● TASK REQUIREMENTS
Search the entries for the word "street". Copy every line where it turns up.
**********
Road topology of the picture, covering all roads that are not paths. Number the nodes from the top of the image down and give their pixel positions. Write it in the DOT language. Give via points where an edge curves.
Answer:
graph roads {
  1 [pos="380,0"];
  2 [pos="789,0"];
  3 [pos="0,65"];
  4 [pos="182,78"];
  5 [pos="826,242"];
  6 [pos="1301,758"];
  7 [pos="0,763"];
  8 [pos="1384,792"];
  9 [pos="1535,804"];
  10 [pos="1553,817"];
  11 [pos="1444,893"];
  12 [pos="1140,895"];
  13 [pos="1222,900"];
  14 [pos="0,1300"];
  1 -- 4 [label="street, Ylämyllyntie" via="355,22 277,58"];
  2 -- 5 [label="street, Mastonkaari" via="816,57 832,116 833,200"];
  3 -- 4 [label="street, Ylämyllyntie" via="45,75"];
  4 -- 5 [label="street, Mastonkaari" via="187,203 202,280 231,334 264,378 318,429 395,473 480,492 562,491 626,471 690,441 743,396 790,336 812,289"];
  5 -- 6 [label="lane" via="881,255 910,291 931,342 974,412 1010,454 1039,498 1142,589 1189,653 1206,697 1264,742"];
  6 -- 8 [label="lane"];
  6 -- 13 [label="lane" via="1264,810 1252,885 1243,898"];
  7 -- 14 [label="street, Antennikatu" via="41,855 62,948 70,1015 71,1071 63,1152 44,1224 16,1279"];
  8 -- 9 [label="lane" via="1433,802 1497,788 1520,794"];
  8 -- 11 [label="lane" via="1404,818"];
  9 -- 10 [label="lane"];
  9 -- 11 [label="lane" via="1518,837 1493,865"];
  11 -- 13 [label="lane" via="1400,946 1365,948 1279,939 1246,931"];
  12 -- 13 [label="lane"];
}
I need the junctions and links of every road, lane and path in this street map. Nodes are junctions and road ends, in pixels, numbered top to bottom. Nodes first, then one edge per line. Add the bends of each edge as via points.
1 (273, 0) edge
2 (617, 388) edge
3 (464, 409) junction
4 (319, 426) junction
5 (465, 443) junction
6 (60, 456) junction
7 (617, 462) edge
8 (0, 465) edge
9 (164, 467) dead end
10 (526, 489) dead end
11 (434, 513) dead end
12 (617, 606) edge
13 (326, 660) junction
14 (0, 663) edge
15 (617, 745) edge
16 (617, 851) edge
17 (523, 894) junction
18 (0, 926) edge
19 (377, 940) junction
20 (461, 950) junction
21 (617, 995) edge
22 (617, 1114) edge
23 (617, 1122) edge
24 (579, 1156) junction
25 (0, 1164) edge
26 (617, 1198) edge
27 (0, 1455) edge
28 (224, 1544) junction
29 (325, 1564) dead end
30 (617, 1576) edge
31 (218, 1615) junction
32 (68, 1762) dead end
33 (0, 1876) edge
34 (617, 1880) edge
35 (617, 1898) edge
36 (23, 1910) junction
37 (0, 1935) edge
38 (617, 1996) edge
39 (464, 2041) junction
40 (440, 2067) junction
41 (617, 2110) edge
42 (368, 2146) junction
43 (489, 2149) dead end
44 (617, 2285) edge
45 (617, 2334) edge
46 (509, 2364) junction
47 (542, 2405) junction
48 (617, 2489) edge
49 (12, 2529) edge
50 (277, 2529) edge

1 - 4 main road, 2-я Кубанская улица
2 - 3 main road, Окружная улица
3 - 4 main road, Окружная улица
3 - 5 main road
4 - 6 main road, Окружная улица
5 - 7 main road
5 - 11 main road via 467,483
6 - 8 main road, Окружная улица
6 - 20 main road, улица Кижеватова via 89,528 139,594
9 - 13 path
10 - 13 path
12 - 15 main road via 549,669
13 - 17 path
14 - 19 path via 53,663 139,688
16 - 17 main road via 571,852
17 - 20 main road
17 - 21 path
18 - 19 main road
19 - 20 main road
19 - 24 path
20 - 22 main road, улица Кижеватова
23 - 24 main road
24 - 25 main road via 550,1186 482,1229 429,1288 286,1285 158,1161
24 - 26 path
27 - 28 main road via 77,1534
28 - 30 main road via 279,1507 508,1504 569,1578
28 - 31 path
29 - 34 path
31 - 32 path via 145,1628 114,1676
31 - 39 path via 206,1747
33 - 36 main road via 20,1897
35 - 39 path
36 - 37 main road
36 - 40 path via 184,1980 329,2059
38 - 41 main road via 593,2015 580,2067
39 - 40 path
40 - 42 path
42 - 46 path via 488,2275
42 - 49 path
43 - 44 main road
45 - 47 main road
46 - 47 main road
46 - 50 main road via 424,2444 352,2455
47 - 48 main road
**********
● RESPONSE TO THIS EXERCISE
  1 -- 4 [label="street, Ylämyllyntie" via="355,22 277,58"];
  2 -- 5 [label="street, Mastonkaari" via="816,57 832,116 833,200"];
  3 -- 4 [label="street, Ylämyllyntie" via="45,75"];
  4 -- 5 [label="street, Mastonkaari" via="187,203 202,280 231,334 264,378 318,429 395,473 480,492 562,491 626,471 690,441 743,396 790,336 812,289"];
  7 -- 14 [label="street, Antennikatu" via="41,855 62,948 70,1015 71,1071 63,1152 44,1224 16,1279"];
I need the junctions and links of every road, lane and path in this street map. Nodes are junctions and road ends, in pixels, numbered top to bottom. Nodes first, then one edge per line. Add the bends of each edge as via points.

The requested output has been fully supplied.